Repeat every line of the listing below exactly, minus the pictures.

__Data for this exercise__:
***

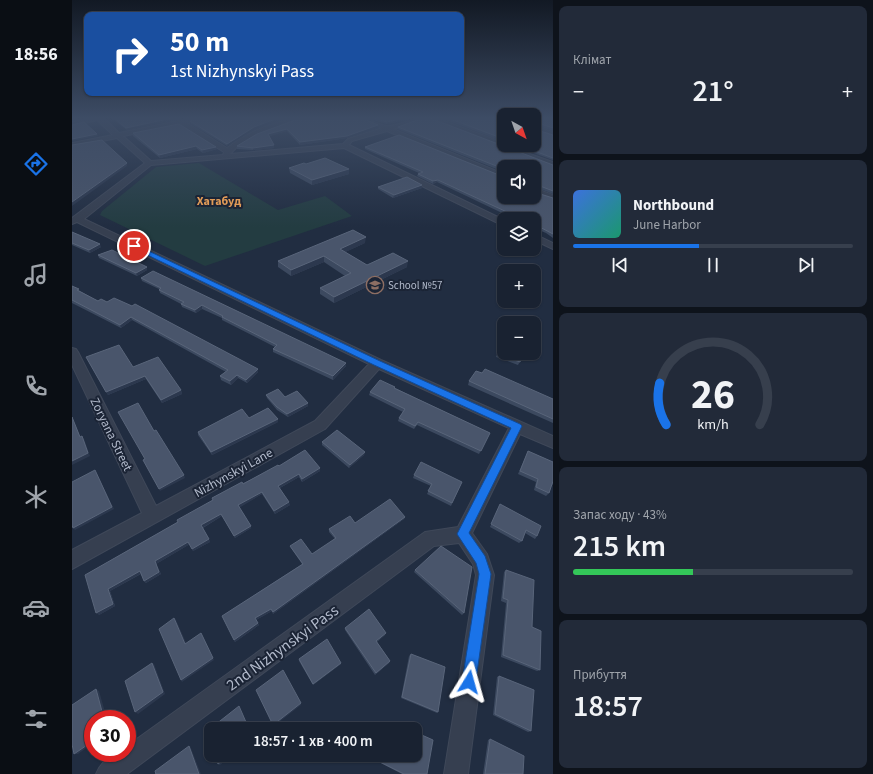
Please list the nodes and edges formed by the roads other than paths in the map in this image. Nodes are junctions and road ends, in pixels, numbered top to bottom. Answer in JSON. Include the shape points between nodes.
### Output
{"nodes":[{"id":1,"x":139,"y":154,"type":"edge"},
{"id":2,"x":225,"y":154,"type":"edge"},
{"id":3,"x":361,"y":154,"type":"edge"},
{"id":4,"x":448,"y":154,"type":"edge"},
{"id":5,"x":527,"y":154,"type":"edge"},
{"id":6,"x":149,"y":163,"type":"junction"},
{"id":7,"x":553,"y":164,"type":"edge"},
{"id":8,"x":497,"y":174,"type":"edge"},
{"id":9,"x":541,"y":193,"type":"edge"},
{"id":10,"x":553,"y":198,"type":"edge"},
{"id":11,"x":75,"y":220,"type":"edge"},
{"id":12,"x":497,"y":220,"type":"edge"},
{"id":13,"x":541,"y":240,"type":"edge"},
{"id":14,"x":553,"y":246,"type":"edge"},
{"id":15,"x":72,"y":352,"type":"edge"},
{"id":16,"x":377,"y":363,"type":"junction"},
{"id":17,"x":517,"y":426,"type":"junction"},
{"id":18,"x":553,"y":442,"type":"edge"},
{"id":19,"x":152,"y":516,"type":"junction"},
{"id":20,"x":463,"y":534,"type":"junction"},
{"id":21,"x":72,"y":560,"type":"edge"},
{"id":22,"x":108,"y":774,"type":"edge"},
{"id":23,"x":456,"y":774,"type":"edge"}],
"edges":[{"from":1,"to":6,"type":"street"},
{"from":2,"to":6,"type":"street"},
{"from":3,"to":12,"type":"street"},
{"from":4,"to":8,"type":"street"},
{"from":5,"to":7,"type":"street"},
{"from":6,"to":11,"type":"street"},
{"from":9,"to":10,"type":"street"},
{"from":11,"to":16,"type":"street"},
{"from":13,"to":14,"type":"street"},
{"from":15,"to":19,"type":"street","name":"Zoryana Street"},
{"from":16,"to":17,"type":"street"},
{"from":16,"to":19,"type":"street","name":"Nizhynskyi Lane","via":[[324,422]]},
{"from":17,"to":18,"type":"street"},
{"from":17,"to":20,"type":"street"},
{"from":19,"to":21,"type":"street","name":"Nizhynskyi Lane"},
{"from":20,"to":22,"type":"street","name":"2nd Nizhynskyi Pass","via":[[432,538]]},
{"from":20,"to":23,"type":"street","via":[[481,560],[485,574]]}]}
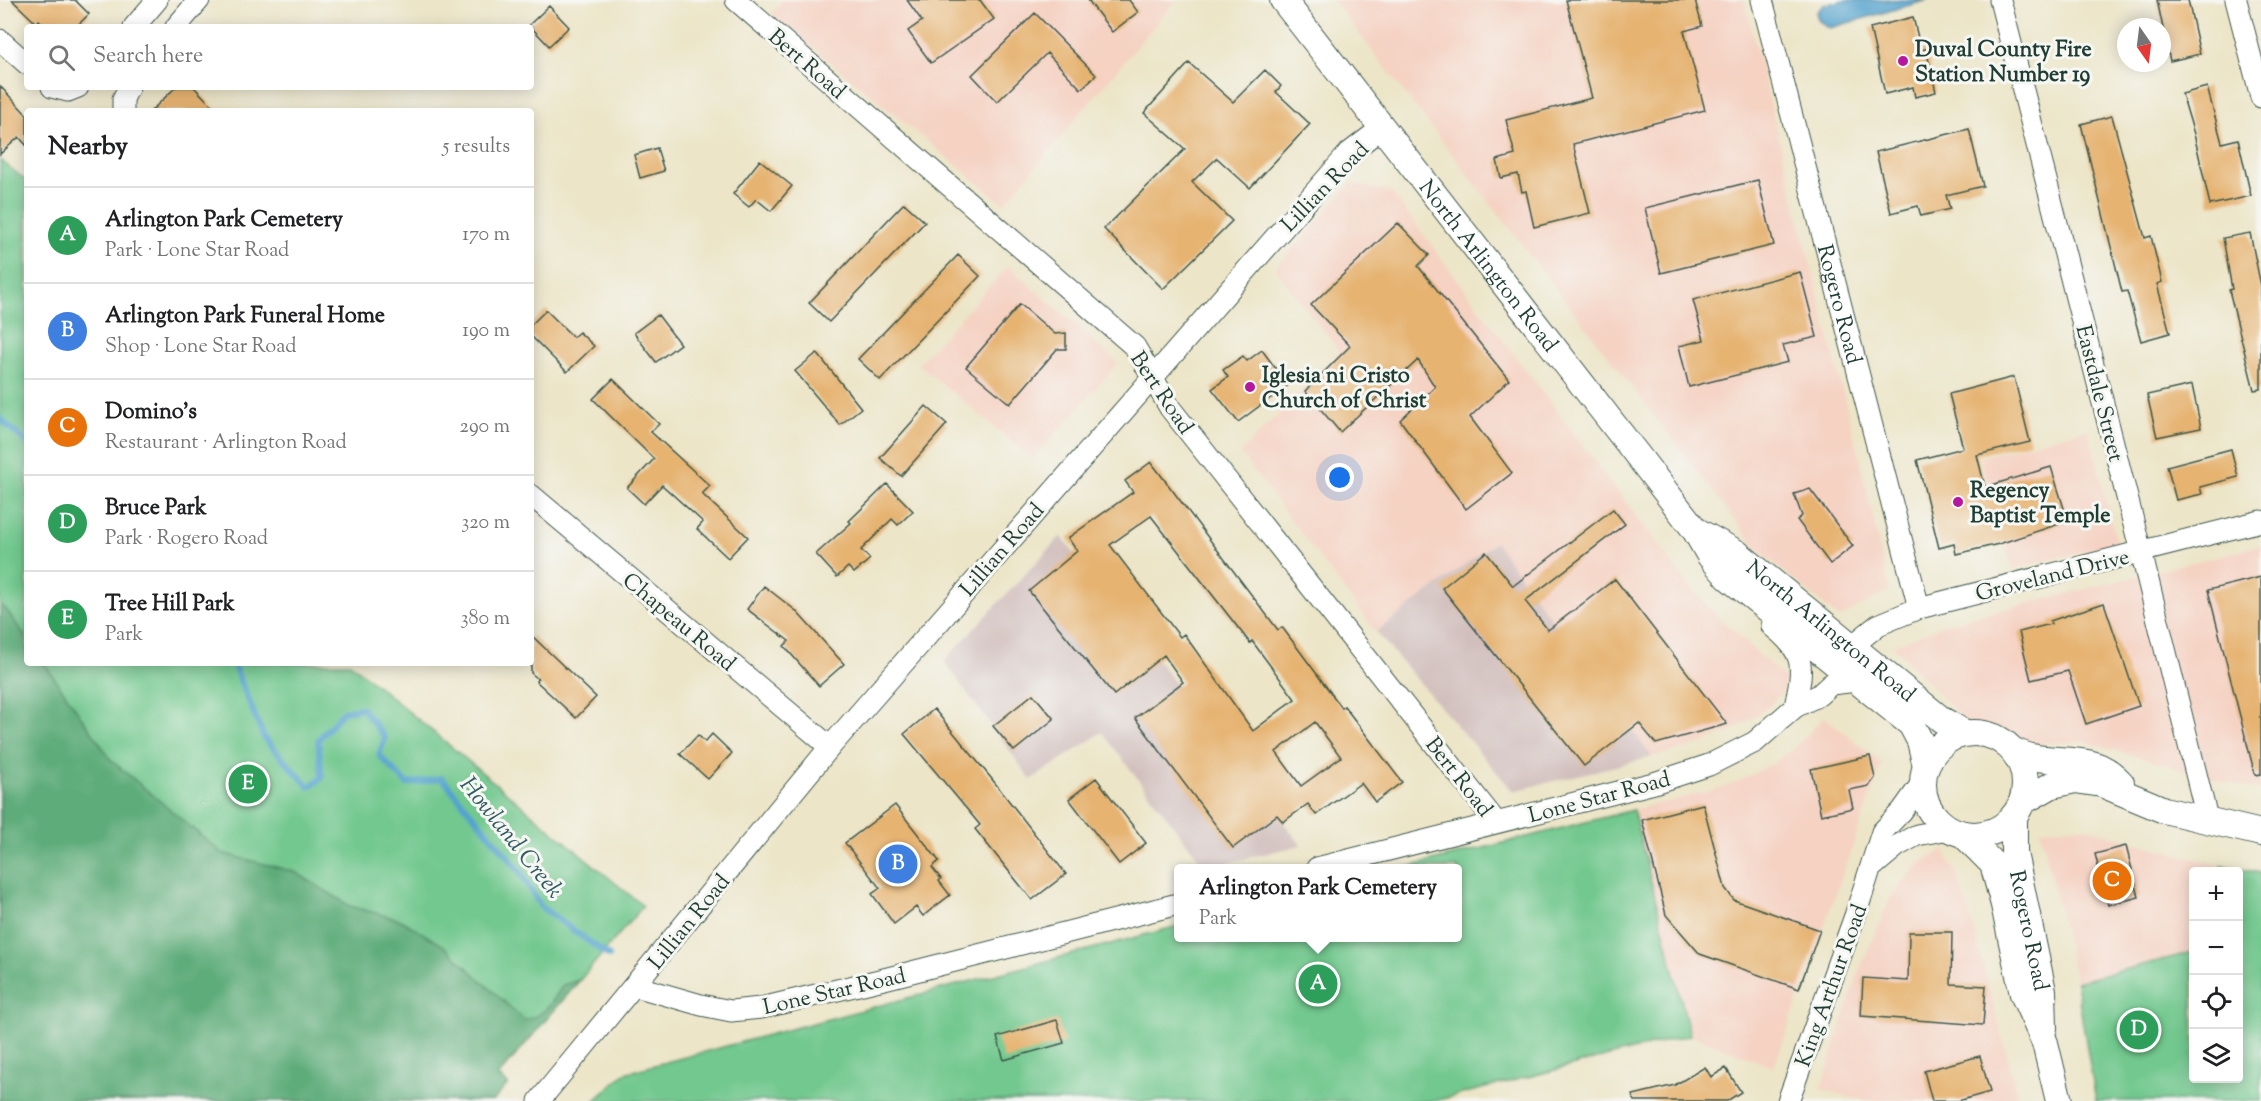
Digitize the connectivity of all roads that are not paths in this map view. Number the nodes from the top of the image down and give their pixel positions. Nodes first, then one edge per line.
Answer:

***

__Output for this exercise__:
Please list the nodes and edges formed by the roads other than paths in the map in this image. Nodes are junctions and road ends, in pixels, numbered top to bottom. Answer in JSON. Include the shape points between nodes.
### Output
{"nodes":[{"id":1,"x":139,"y":154,"type":"edge"},
{"id":2,"x":225,"y":154,"type":"edge"},
{"id":3,"x":361,"y":154,"type":"edge"},
{"id":4,"x":448,"y":154,"type":"edge"},
{"id":5,"x":527,"y":154,"type":"edge"},
{"id":6,"x":149,"y":163,"type":"junction"},
{"id":7,"x":553,"y":164,"type":"edge"},
{"id":8,"x":497,"y":174,"type":"edge"},
{"id":9,"x":541,"y":193,"type":"edge"},
{"id":10,"x":553,"y":198,"type":"edge"},
{"id":11,"x":75,"y":220,"type":"edge"},
{"id":12,"x":497,"y":220,"type":"edge"},
{"id":13,"x":541,"y":240,"type":"edge"},
{"id":14,"x":553,"y":246,"type":"edge"},
{"id":15,"x":72,"y":352,"type":"edge"},
{"id":16,"x":377,"y":363,"type":"junction"},
{"id":17,"x":517,"y":426,"type":"junction"},
{"id":18,"x":553,"y":442,"type":"edge"},
{"id":19,"x":152,"y":516,"type":"junction"},
{"id":20,"x":463,"y":534,"type":"junction"},
{"id":21,"x":72,"y":560,"type":"edge"},
{"id":22,"x":108,"y":774,"type":"edge"},
{"id":23,"x":456,"y":774,"type":"edge"}],
"edges":[{"from":1,"to":6,"type":"street"},
{"from":2,"to":6,"type":"street"},
{"from":3,"to":12,"type":"street"},
{"from":4,"to":8,"type":"street"},
{"from":5,"to":7,"type":"street"},
{"from":6,"to":11,"type":"street"},
{"from":9,"to":10,"type":"street"},
{"from":11,"to":16,"type":"street"},
{"from":13,"to":14,"type":"street"},
{"from":15,"to":19,"type":"street","name":"Zoryana Street"},
{"from":16,"to":17,"type":"street"},
{"from":16,"to":19,"type":"street","name":"Nizhynskyi Lane","via":[[324,422]]},
{"from":17,"to":18,"type":"street"},
{"from":17,"to":20,"type":"street"},
{"from":19,"to":21,"type":"street","name":"Nizhynskyi Lane"},
{"from":20,"to":22,"type":"street","name":"2nd Nizhynskyi Pass","via":[[432,538]]},
{"from":20,"to":23,"type":"street","via":[[481,560],[485,574]]}]}
Digitize the connectivity of all roads that are not paths in this map view. Number the nodes from the top of the image down and give their pixel positions. Nodes first, then one edge per line.
Answer:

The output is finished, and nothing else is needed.